During the intervention phase, patients fulfilling the inclusion criteria and who consent to participate in the study will be randomised to one of the three arms, as follows:
1. Control group: The health care provider will manage the patient using standard guidelines. No CRP will be measured onsite
2. Group A: CRP will be measured by a study nurse and the result will be communicated to the health care provider as "High-CRP" or "Low-CRP" using a low CRP cut-off of 20mg/L.
3. Group B: CRP will be measured by a study nurse and the result will be communicated to the health care provider as "High-CRP" or "Low-CRP" using the higher CRP cut-off, of 40mg/L.

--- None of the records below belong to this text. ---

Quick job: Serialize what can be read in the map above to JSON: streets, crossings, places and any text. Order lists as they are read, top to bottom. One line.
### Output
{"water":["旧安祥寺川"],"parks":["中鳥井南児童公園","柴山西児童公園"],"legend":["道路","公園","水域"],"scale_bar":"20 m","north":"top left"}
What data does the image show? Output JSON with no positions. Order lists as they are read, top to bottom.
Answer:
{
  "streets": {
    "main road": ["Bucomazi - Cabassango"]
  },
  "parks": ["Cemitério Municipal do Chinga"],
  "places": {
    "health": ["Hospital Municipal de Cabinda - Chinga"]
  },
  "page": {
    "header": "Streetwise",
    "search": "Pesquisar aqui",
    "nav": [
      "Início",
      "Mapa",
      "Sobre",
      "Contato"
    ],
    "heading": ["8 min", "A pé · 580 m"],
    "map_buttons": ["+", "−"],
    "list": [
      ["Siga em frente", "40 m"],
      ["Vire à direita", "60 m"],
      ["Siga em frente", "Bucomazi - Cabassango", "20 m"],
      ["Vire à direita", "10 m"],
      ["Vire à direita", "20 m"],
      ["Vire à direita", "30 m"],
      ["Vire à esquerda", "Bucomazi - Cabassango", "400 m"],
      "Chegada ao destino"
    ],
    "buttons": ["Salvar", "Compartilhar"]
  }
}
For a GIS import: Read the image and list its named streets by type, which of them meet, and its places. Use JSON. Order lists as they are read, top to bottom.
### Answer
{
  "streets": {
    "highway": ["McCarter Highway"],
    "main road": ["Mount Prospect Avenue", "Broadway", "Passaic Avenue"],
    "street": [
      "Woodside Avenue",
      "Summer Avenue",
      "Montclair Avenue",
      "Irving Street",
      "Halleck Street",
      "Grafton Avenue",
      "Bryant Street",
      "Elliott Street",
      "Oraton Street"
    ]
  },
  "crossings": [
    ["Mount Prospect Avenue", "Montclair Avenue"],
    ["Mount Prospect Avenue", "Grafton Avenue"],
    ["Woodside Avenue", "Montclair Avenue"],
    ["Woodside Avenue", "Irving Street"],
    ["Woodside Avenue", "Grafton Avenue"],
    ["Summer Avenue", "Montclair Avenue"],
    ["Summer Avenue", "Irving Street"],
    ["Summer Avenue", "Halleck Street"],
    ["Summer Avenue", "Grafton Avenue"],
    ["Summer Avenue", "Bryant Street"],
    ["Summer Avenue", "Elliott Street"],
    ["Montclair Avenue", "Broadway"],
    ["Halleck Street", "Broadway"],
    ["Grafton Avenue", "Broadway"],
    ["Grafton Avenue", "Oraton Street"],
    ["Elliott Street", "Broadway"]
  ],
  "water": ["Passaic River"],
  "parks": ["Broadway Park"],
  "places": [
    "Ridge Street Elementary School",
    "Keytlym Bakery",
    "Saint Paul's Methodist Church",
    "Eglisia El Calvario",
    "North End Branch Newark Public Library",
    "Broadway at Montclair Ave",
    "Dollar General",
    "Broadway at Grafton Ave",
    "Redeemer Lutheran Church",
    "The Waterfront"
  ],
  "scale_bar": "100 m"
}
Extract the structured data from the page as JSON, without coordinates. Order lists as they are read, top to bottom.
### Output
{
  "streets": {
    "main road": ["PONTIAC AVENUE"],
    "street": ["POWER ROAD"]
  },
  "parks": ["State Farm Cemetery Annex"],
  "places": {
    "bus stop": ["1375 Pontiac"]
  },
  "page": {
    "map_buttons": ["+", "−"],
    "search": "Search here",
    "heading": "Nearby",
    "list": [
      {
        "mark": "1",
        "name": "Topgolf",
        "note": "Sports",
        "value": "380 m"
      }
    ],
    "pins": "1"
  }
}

For the two intervention arms, the following guidance will be given to the health care provider: if the CRP test is reported as 'high', antibiotic treatment is recommended, following local guidelines, and if it is reported as 'low' antibiotics are not recommended. In either case the information provided by the CRP test should be interpreted alongside their clinical judgement.
A second CRP will be sampled at day 5 of the follow-up (+/- 1 day) for all the patients, using capillary blood from a finger prick.
The investigators will use the NycoCard Reader II (Axis Shield, Norway or equivalent) to measure CRP levels.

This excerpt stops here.